THE POLL: Wall Street Journal-NBC News, national presidential race among registered voters
THE NUMBERS: Barack Obama 46 percent, John McCain 45 percent
OF INTEREST: This poll shows a virtually even race - little changed since Obama's 3-percentage-point lead in August but significantly closer than the Democrat's 6-point edge in July. Following the Republican convention and the addition of Sarah Palin to the GOP ticket, Obama's supporters still express more excitement than McCain's by 21 points - smaller than last month's 34-point difference. Only a third think McCain is likely to bring change compared to half who say Obama will, but here too the gap between them has shrunk. Thirty-four percent say Palin makes them likelier to vote for McCain and 25 percent less likely; her Democratic counterpart, Joe Biden, makes 24 percent likelier to back Obama and 16 percent less so. McCain's support is up strongly with Southerners, Obama's has grown among backers of Hillary Rodham Clinton.

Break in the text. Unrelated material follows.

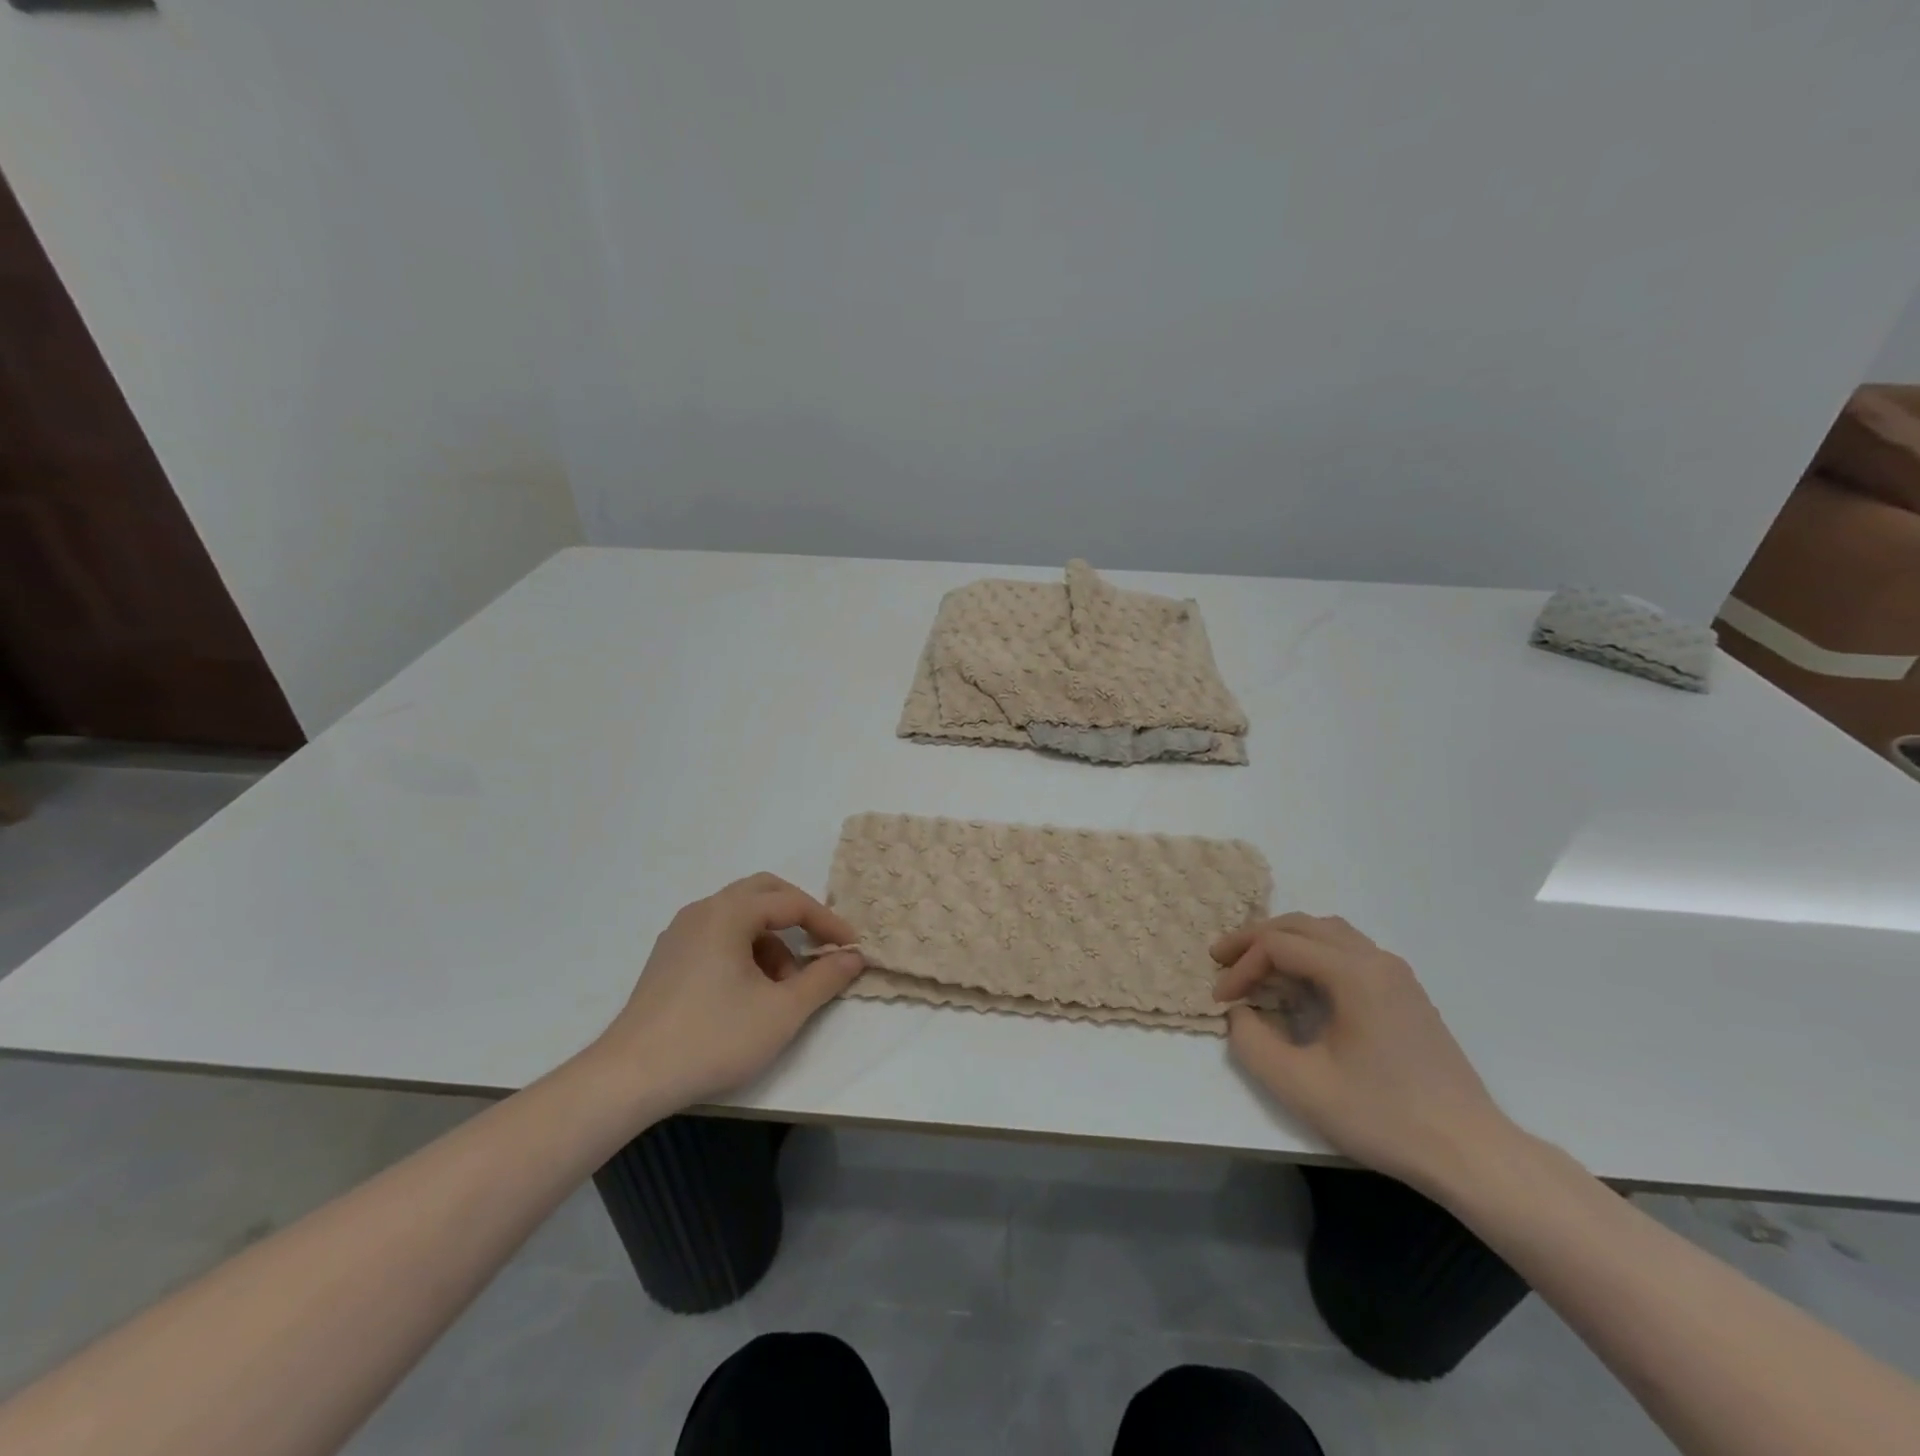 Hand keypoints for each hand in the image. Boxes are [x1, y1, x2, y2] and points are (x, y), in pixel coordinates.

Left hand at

DETAILS: Conducted Sept. 6-8 by landline and cellular telephone with 860 registered voters. Sampling error margin plus or minus 3.3 percentage points.
MORE: http://www.wsj.com , http://www.msnbc.msn.com
THE POLL: FOX News-Opinion Dynamics, national presidential race among registered voters
THE NUMBERS: John McCain 45 percent, Barack Obama 42 percent
OF INTEREST: This survey reverses the 3-percentage-point edge Obama had last month before both parties held their conventions and picked vice presidential candidates. Independents prefer McCain by 15 points after being split about evenly in August. Two-thirds think Obama is qualified to be president, compared to nearly eight in 10 who say McCain is. The Republican ticket is widely seen as having more combined experience, and is narrowly thought to have better judgment. The Democrats are seen as likelier to bring change by 7 points.
DETAILS: Conducted Sept. 8-9 by landline telephone with 900 registered voters nationwide. Sampling error margin plus or minus 3 points.